1. What are B vitamins?


B vitamins are important for making sure the body's cells work properly. They help the body convert food into energy, make new blood cells, and maintain healthy skin cells, brain cells, and other body tissues. B vitamins often occur together in the same foods. We can get enough B vitamins by eating a variety of nutrient-rich foods or by taking supplements. Deficiencies of the B vitamins can be caused by the body not getting enough vitamins from diet or supplements, or the body's inability to absorb nutrients properly due to certain health problems or medication use.

2. Thiamine (vitamin B-1)


The body needs thiamin to break down sugar molecules (carbohydrates) from foods to create certain neurotransmitters (brain chemicals), produce fatty acids, synthesize some hormones.
Thiamine is found in whole grains, fortified breads, cereals, pastas, rice, pork, salmon, squash, legumes. Thiamine deficiency is not common, however, some groups of people may not get enough thiamin such as alcoholics, the elderly, people with HIV or AIDS, people with diabetes.
Symptoms of thiamin deficiency include weight loss or lack of appetite, memory problems or confusion, cardiovascular problems, poor reflexes. Alcohol dependence can lead to thiamine deficiency. This can cause Wernicke-Korsakoff syndrome (WKS) which can lead to tingling and numbness in the hands and feet, memory loss and confusion. WKS can lead to Wernicke encephalopathy (WE) and be life-threatening.

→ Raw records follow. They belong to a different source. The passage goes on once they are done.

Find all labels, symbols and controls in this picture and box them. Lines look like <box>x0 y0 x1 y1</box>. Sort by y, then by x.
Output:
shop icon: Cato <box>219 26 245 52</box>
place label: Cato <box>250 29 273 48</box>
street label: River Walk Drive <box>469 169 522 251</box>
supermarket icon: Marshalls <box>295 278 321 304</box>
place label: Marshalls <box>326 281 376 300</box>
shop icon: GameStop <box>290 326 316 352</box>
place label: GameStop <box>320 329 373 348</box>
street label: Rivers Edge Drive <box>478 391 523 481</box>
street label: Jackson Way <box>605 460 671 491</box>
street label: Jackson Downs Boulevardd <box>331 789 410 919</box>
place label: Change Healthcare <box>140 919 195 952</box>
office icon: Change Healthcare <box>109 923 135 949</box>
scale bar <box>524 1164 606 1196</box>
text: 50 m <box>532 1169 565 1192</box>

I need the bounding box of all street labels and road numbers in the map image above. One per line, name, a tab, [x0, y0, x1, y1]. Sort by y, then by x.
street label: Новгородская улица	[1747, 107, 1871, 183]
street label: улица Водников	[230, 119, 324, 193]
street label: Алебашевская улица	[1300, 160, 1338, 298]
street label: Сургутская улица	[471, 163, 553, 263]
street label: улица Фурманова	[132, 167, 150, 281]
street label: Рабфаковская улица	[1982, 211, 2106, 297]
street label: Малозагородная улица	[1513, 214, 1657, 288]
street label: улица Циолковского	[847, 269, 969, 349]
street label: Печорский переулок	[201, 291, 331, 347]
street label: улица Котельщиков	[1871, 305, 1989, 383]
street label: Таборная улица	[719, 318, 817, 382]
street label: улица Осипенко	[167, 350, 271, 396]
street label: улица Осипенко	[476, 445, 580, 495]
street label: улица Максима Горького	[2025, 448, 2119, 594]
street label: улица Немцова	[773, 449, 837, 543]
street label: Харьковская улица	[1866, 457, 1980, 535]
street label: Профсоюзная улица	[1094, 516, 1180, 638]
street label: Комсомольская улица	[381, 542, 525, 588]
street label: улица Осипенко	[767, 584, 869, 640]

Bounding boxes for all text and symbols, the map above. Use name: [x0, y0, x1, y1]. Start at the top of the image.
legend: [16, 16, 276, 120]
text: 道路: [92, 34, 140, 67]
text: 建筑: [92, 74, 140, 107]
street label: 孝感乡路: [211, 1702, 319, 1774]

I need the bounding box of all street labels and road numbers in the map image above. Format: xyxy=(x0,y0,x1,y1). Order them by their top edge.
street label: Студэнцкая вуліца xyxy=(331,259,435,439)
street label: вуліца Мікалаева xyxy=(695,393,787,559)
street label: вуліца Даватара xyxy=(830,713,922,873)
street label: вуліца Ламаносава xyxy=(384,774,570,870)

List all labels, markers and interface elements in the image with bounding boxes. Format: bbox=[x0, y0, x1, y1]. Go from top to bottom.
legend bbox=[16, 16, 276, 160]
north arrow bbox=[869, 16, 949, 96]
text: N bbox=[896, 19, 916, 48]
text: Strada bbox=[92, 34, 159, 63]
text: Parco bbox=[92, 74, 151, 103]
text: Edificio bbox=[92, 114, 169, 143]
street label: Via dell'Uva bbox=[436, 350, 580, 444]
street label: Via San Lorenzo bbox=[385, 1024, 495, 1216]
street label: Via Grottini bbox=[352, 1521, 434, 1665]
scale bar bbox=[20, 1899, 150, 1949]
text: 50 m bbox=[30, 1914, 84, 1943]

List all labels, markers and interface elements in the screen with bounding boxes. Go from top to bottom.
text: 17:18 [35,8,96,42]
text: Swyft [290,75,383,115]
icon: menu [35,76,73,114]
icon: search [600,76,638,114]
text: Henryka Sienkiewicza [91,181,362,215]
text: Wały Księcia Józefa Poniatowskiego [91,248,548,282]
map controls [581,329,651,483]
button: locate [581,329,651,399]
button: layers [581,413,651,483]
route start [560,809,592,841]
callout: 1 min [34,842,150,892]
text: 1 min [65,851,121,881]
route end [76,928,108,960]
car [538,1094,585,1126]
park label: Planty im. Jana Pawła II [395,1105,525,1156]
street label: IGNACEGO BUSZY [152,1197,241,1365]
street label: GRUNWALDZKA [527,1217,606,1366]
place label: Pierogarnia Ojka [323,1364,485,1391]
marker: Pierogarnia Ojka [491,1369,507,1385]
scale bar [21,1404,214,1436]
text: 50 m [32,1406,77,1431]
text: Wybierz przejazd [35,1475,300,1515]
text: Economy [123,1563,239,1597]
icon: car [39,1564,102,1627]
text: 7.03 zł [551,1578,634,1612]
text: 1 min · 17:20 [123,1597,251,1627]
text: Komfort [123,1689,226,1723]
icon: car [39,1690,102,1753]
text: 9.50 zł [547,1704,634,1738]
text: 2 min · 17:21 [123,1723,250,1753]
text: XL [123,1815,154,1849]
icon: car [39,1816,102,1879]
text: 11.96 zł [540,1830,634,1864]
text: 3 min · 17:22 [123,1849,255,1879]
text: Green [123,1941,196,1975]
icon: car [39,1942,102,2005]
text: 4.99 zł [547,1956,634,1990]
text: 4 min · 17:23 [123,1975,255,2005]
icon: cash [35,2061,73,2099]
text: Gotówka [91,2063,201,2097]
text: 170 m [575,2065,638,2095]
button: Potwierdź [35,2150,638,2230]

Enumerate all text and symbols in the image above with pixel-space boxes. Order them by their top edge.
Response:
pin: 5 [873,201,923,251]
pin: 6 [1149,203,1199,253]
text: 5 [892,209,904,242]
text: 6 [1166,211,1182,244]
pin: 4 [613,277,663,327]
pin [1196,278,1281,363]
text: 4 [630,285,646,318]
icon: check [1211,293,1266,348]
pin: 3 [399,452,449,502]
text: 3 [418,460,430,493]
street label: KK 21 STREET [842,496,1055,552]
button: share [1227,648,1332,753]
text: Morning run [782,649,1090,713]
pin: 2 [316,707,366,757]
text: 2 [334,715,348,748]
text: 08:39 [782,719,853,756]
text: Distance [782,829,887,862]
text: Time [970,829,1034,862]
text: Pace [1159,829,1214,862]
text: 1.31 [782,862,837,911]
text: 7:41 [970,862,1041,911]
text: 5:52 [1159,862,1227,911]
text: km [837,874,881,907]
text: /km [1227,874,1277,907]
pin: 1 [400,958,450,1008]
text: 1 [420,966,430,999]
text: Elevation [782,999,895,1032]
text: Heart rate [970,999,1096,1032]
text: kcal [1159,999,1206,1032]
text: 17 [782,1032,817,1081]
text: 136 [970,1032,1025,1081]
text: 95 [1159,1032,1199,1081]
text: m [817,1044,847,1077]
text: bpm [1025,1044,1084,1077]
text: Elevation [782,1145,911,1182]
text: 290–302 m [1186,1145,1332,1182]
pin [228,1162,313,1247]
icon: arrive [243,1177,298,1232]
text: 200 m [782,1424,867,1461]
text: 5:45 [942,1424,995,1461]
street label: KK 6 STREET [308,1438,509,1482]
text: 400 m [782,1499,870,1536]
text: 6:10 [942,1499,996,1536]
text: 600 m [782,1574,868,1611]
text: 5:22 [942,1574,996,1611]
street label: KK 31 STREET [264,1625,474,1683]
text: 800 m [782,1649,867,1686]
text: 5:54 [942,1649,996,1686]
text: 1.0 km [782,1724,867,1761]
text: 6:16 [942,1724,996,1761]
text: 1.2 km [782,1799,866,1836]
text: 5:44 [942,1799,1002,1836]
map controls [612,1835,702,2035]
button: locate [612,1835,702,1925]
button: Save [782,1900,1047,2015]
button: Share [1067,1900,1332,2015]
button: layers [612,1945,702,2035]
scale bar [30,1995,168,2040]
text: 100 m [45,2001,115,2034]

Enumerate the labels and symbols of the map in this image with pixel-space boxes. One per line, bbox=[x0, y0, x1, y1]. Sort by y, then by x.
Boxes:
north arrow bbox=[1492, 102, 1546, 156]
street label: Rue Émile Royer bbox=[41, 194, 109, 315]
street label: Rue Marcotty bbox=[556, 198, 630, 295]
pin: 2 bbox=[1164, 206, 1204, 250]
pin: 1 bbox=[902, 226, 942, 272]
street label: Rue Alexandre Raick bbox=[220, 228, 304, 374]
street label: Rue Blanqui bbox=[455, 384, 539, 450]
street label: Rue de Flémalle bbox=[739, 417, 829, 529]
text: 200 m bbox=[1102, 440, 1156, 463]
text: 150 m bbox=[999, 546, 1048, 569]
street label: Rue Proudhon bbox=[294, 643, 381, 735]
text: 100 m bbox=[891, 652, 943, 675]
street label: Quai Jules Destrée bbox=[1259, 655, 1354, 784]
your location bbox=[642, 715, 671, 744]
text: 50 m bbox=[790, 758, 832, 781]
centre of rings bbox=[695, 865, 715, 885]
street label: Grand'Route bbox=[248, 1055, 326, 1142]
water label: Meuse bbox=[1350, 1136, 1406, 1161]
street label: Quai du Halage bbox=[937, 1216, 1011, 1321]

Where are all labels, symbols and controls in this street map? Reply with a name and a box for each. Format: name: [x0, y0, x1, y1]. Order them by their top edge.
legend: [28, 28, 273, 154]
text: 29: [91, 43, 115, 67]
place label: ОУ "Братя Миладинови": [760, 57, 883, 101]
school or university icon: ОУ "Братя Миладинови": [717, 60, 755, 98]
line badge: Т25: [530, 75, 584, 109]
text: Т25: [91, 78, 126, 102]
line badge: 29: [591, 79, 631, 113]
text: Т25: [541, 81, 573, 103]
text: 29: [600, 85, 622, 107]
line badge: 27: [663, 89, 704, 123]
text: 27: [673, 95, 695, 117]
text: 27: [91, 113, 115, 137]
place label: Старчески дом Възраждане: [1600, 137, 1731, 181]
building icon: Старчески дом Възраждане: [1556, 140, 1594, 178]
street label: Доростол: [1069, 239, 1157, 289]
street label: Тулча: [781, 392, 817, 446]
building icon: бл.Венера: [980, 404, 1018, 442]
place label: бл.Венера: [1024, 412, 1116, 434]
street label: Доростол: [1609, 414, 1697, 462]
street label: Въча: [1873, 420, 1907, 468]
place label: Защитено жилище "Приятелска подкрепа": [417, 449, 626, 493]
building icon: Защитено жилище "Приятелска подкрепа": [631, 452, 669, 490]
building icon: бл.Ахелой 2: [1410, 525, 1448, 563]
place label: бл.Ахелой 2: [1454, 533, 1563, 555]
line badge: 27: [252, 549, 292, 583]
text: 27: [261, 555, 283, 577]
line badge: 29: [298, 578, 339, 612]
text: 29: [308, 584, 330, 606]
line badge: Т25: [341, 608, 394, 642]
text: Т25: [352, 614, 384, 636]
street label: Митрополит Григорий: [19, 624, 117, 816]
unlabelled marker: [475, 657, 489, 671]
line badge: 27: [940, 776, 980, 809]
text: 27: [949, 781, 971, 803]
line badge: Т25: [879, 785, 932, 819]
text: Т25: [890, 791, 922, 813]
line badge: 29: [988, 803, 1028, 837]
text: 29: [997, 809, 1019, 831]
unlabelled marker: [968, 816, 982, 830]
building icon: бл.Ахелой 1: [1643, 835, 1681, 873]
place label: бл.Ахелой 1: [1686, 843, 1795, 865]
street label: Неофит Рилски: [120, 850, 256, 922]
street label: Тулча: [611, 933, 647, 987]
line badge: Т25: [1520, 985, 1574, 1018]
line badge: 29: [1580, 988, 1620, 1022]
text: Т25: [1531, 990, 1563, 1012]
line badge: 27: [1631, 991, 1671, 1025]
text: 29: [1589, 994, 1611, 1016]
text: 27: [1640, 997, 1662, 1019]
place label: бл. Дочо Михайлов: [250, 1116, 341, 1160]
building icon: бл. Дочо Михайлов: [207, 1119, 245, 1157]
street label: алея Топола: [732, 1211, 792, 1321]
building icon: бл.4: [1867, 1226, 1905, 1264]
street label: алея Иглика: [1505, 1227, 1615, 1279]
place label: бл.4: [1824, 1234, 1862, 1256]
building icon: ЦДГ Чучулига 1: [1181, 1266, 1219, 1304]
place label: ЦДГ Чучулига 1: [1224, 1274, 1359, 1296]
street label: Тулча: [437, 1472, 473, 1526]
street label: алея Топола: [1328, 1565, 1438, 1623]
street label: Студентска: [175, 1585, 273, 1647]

Vai trò của vitamin B đối với cơ thể
Vai trò của vitamin B đối với cơ thể

3. Riboflavin (vitamin B-2)


Riboflavin is needed for energy production, helps the body break down fats, drugs and steroid hormones, converts tryptophan to niacin (vitamin B-3), converts vitamin B-6 into coenzymes the body needs
Status Riboflavin deficiency is rare, but it can occur in people with endocrine disorders or other medical conditions. A lack of riboflavin can cause skin disorders, ulcers in the corners of the mouth and throat, hair loss, and red, itchy eyes. Lack of riboflavin during pregnancy may cause some increased risk of birth defects.
People at high risk of riboflavin deficiency are vegans or people who don't consume dairy products, athletes who don't eat meat, especially those who don't consume animal products other, pregnant or lactating women, especially those who do not eat meat or dairy products.

4. Niacin (vitamin B-3)


The body converts niacin into a coenzyme called nicotinamide adenine dinucleotide (NAD). NAD is an essential part of more than 400 different enzymatic reactions in the body, the highest of any vitamin-derived coenzyme. These enzymes help change the energy in carbohydrates, fats, and proteins into a form the body can use, are necessary for the body's cellular metabolism, aid in cell-to-cell communication, and the expression presence of DNA in the cell.
Foods of animal origin such as meat, poultry and fish have high levels of NAD that the body can easily use. High levels of NAD are also found in plants such as nuts, beans, and whole grains that contain a natural form of niacin that the body cannot use as easily. However, manufacturers add niacin to foods like cereals, and this form can easily be used by the body.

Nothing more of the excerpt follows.